### Task requirements
Each line of the entries below that includes "above" belongs in your answer.

[Collected data]
-------

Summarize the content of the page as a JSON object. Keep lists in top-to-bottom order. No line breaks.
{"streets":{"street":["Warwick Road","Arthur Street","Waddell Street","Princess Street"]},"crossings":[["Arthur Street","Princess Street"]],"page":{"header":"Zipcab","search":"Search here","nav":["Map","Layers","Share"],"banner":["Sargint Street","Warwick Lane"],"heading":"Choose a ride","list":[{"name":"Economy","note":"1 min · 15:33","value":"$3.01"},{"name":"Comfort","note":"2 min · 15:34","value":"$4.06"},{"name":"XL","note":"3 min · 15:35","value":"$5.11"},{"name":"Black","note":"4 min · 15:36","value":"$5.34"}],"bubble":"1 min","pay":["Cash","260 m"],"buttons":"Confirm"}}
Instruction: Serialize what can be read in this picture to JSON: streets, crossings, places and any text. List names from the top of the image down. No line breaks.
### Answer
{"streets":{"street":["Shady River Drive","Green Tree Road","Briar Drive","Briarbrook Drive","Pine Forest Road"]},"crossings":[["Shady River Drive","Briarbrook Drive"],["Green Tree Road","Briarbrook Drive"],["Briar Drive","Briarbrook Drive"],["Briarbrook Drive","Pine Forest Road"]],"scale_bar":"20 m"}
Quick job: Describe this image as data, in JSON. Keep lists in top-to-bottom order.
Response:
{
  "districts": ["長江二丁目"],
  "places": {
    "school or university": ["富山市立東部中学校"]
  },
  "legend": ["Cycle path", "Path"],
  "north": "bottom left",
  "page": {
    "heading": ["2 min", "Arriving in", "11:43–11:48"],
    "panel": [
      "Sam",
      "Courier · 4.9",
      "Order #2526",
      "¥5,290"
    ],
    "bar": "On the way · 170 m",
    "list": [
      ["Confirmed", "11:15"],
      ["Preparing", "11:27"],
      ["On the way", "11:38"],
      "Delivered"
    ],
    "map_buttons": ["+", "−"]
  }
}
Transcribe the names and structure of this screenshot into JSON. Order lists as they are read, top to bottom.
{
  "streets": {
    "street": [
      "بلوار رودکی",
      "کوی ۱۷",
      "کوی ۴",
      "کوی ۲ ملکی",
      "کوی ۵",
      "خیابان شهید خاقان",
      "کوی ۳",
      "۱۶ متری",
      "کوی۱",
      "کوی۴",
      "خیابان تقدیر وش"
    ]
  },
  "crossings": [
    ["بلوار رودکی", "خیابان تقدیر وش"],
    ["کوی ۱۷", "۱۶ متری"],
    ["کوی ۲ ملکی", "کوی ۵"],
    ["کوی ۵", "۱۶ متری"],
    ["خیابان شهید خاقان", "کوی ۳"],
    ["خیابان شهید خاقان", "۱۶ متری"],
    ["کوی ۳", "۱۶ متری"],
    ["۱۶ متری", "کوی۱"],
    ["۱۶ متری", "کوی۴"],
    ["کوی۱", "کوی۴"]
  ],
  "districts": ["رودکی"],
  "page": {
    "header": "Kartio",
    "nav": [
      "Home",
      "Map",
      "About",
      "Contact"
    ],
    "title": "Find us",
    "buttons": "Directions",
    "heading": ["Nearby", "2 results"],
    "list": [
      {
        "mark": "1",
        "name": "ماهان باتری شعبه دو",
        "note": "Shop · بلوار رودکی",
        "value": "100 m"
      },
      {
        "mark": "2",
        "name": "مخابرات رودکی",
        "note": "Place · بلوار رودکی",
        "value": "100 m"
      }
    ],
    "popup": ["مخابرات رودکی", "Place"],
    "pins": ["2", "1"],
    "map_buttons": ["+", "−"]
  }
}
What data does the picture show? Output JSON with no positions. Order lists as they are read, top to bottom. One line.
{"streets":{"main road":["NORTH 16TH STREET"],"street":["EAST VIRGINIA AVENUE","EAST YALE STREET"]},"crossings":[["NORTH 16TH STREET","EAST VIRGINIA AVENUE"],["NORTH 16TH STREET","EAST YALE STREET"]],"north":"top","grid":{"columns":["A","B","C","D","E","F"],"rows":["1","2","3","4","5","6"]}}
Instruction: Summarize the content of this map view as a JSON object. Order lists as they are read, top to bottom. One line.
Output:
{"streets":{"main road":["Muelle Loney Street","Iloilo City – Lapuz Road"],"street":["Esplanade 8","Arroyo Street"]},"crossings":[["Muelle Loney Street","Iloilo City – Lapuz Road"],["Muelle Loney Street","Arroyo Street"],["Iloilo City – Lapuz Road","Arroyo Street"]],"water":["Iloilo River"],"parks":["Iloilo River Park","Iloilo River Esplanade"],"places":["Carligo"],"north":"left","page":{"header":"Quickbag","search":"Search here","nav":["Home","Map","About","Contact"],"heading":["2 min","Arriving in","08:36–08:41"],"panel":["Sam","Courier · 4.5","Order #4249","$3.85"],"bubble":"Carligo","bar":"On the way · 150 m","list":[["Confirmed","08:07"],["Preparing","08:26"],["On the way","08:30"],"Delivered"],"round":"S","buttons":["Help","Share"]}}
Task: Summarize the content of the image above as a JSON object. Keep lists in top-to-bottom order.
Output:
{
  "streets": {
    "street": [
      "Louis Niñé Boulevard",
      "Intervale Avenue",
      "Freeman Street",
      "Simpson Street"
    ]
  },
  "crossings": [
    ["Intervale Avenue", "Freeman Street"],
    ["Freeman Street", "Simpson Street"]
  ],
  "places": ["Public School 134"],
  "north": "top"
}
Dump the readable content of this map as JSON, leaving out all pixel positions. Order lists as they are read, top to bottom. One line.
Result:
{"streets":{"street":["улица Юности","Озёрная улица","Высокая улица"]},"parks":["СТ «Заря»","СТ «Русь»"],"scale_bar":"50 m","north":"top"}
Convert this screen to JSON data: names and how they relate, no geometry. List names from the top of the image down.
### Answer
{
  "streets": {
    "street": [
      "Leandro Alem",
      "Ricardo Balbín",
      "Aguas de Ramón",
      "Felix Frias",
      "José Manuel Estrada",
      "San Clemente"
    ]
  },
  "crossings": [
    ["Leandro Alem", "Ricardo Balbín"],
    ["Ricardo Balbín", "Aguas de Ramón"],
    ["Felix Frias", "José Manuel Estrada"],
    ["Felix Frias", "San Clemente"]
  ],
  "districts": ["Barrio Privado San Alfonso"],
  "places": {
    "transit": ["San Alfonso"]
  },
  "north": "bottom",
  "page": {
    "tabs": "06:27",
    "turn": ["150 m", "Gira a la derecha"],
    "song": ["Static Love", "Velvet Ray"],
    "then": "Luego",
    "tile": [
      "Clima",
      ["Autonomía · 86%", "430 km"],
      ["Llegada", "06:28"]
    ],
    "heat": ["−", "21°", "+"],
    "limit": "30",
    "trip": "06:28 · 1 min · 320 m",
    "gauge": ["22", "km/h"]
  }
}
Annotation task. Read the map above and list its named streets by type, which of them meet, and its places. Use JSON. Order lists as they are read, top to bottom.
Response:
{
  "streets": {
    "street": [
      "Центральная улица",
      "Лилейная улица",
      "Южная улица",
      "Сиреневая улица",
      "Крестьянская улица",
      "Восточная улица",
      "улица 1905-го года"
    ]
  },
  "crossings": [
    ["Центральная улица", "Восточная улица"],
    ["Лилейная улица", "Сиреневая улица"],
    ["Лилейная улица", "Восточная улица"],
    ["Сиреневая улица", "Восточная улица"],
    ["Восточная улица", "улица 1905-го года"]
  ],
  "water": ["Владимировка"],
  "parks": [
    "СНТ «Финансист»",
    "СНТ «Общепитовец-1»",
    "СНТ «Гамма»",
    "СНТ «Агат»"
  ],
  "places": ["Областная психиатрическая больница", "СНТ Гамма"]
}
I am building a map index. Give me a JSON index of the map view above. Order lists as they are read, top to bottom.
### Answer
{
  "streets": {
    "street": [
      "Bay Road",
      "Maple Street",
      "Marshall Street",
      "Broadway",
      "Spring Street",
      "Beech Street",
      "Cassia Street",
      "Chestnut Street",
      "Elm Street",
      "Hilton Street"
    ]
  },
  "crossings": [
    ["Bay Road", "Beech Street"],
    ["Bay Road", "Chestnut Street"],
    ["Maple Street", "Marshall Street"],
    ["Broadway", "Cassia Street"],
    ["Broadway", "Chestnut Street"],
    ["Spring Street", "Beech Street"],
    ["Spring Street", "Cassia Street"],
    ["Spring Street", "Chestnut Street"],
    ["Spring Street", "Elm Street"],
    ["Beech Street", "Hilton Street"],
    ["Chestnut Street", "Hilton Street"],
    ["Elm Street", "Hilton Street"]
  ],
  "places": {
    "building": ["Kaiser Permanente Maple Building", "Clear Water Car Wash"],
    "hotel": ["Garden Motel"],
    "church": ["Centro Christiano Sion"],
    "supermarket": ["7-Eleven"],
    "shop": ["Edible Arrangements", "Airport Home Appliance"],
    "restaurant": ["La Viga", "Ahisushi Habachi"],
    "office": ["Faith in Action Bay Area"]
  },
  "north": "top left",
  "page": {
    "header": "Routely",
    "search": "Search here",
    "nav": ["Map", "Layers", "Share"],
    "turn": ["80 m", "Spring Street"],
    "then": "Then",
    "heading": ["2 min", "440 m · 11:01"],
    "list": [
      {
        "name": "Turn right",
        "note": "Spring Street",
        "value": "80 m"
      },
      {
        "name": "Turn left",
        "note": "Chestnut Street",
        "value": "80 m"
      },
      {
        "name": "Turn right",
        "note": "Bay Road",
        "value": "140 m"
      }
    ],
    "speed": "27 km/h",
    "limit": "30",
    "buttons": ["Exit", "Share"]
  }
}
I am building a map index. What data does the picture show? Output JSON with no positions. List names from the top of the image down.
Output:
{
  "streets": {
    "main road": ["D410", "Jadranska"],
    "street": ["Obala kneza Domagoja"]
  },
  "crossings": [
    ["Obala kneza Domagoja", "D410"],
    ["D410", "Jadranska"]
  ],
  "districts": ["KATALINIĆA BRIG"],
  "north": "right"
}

-------

### Response to the exercise
Task: Summarize the content of the image above as a JSON object. Keep lists in top-to-bottom order.
Annotation task. Read the map above and list its named streets by type, which of them meet, and its places. Use JSON. Order lists as they are read, top to bottom.
I am building a map index. Give me a JSON index of the map view above. Order lists as they are read, top to bottom.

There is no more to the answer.